Gardening

You’ve talked about your volunteering over the years.  Do you have any hobbies?

Well, the writing I did for newsletters and Websites was also a hobby.  I enjoyed doing it.  Golf and bowling too.  I know; I can talk about gardening.

Flower gardens?

That and vegetable gardening.   And composting for them; I’ll get to that later.

Okay.

It would start each year around March.   I’d get out in the yard as soon as it was warm enough and start turning over the soil.

I devoted a plot of land in the backyard just for veggies.  A rectangle 25 feet by 40 feet.  Or 1,000 square feet.  Later I added a bit to that.  Plus I grew flowers in narrow beds against three sides of the house.

Where did you buy your plants?

Oh, I didn’t buy plants.   I started everything from seed.  That was half the fun.  And some I started indoors.

How did you do that?

With a grow lamp.

What’s that?

It’s a lamp with fluorescent tubes and a platform below for the plants..

Some vegetables and flowers you can start outside, but others are better started inside.  Under the lights.

You liked that?

Oh, yeah.  First you plant the seed in an appropriate potting soil.

And then you wait — impatiently, of course — for the thrill of those first sprouts.

When the time is right, I would transplant them outside.

When the time is right.  When is that?

For a tender plant like a tomato, it’s when the danger of frost is usually over.  Around here that’s the middle of May.

So you start the seed when?

Counting backwards, if the seed packet says the seed germinates in, say, 6 weeks, that puts you back to the beginning of April.  Allow a couple of weeks for it to get established inside and you’re talking about starting the seed the middle of March.

When you’re also outside digging the soil.

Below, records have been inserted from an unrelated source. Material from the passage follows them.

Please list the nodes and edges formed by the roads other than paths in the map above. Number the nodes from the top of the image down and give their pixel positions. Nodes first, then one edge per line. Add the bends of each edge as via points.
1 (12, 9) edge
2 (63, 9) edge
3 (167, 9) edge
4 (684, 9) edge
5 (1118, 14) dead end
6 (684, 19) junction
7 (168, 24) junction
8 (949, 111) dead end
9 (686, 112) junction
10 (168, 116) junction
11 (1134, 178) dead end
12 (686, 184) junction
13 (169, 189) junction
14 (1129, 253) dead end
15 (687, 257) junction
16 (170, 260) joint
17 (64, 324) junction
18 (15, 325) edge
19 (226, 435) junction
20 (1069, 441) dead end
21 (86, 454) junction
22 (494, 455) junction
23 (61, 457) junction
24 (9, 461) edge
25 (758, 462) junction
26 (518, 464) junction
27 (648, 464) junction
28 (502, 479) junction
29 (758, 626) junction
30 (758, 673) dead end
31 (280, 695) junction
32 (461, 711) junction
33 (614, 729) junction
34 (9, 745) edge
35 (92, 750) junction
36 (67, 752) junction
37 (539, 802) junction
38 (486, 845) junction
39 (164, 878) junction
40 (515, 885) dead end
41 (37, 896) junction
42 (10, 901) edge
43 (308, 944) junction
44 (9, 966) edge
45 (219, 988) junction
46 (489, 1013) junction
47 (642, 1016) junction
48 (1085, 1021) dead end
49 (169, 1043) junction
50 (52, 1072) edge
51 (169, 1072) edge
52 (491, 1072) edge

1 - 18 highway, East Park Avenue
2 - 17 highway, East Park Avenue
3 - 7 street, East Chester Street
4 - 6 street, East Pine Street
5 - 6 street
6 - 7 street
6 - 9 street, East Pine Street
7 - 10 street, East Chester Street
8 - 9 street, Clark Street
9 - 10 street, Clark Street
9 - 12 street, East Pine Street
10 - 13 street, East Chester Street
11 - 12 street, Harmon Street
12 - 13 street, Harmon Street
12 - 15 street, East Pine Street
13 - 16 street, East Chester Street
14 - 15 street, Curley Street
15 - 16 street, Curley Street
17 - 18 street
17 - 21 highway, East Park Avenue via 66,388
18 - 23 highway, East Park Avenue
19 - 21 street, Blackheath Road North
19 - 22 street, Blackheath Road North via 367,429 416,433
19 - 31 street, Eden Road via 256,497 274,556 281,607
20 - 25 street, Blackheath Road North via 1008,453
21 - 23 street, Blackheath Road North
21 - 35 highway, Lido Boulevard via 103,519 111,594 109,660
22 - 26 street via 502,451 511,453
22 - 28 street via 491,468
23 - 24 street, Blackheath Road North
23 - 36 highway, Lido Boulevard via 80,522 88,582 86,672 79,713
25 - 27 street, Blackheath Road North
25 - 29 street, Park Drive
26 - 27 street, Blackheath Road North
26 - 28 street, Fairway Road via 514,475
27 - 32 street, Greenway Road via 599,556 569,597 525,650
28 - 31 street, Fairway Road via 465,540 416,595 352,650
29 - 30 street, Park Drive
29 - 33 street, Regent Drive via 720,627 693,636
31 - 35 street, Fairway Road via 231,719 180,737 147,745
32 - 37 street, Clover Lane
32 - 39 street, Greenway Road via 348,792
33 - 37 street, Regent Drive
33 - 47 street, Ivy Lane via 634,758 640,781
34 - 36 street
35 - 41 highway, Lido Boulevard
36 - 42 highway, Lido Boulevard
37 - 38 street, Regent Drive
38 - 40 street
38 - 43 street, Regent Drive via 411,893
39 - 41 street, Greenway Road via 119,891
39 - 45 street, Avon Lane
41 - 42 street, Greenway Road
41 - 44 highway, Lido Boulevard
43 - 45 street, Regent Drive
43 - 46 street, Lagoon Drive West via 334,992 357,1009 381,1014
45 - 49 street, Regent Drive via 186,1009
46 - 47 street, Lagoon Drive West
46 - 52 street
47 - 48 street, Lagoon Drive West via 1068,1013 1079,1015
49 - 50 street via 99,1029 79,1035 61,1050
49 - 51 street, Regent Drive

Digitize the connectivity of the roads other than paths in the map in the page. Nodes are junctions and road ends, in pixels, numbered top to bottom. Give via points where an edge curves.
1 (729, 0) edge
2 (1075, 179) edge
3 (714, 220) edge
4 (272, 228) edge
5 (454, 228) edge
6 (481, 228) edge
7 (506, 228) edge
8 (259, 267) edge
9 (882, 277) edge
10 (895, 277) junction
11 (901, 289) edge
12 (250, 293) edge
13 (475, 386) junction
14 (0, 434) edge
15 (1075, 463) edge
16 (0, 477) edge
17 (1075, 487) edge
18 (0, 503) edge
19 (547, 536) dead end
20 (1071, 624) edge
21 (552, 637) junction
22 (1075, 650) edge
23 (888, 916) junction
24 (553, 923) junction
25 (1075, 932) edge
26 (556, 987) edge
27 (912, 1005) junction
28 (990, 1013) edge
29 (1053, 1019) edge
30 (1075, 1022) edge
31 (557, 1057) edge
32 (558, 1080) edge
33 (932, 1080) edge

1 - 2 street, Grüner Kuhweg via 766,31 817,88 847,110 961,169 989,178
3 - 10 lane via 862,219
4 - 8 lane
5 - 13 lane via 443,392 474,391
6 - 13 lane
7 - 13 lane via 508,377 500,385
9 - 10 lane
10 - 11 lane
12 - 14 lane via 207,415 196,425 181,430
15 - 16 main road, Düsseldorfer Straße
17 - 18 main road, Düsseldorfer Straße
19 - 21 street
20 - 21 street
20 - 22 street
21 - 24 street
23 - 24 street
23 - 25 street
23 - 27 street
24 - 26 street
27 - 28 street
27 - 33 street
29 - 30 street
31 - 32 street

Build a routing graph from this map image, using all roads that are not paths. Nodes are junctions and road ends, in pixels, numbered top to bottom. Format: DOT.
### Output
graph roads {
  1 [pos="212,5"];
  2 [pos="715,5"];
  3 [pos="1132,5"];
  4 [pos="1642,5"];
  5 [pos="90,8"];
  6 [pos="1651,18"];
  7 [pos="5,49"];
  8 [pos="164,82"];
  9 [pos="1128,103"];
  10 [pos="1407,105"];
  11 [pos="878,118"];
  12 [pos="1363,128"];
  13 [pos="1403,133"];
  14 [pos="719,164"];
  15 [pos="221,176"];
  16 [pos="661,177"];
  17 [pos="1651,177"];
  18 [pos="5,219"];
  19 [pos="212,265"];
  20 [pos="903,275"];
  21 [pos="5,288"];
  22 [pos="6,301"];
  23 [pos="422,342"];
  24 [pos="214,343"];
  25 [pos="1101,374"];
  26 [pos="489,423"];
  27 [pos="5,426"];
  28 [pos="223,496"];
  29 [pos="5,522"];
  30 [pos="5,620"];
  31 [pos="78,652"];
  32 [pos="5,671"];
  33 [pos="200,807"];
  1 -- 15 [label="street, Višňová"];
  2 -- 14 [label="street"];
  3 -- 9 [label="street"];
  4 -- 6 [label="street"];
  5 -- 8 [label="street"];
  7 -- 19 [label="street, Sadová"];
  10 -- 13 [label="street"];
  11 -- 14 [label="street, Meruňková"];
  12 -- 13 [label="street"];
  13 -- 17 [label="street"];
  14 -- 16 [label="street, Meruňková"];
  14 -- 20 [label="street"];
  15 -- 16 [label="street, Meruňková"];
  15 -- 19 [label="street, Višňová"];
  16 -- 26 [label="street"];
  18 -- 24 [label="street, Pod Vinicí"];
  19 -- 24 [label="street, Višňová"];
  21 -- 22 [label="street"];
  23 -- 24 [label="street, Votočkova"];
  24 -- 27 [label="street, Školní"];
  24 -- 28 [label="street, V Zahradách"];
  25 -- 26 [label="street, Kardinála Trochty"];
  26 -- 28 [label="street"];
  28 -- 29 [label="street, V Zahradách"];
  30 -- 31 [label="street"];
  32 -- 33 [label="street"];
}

Right.  It’s a busy time of the year.

And speaking of preparing the soil, let’s talk about compost.

Okay.

Compost is vegetable matter broken down into a form that serves as plant food.  And it also creates a more workable soil.  In a soil heavy in clay, for instance, it helps separate the clay particles.

How do you make it?

It starts with kitchen scraps.  Left-over pieces of vegetables that you might normally throw in the garbage go into the compost instead.

Just not animal materials like meat cuttings.  Just veggies.  An added bonus is that these scraps you compost aren’t going to waste in a landfill.  That’s good for the environment.

I also saved the grass clippings I would get when I mowed the lawn.

And I would build a compost pile in layers.  A layer of grass.  Then a layer of kitchen scraps.  Add a little moisture so it won’t dry out.  Then some more grass clippings.  Like that.

I see.

But the pile needs air to help the vegetable matter break down.  So after a layer of veggies I would lay across the pile three dowel sticks.

And after the pile had settled for a few days I would pull out the sticks and I would have three tunnels that air could get in to help the pile cook.

Cook?

Oh, yeah.  When the vegetable matter started breaking down, the pile would get quite hot.

And when the process was complete, I would have a nice crumbly handful of lovely compost.

And I would spread that good stuff and work it into the soil to create a really fertile field.

And over the summer we could enjoy freshly picked tomatoes, peppers, beans, broccoli.  And each year I’d try something new, just to see if I could grow it.  Like potatoes.   Strawberries.  Peanuts.  Like that.

Nice.

One crop grew so well that I had more than I could use.  Cherry tomatoes.

I would go out in the morning, fill a box with them, and take it to work.  Set up a sign that invited my co-workers to take a few.

And they were appreciated.  When I retired, one of our artists drew a cartoon of me and included in it a box of cherry tomatoes.  I have the painting on my office wall.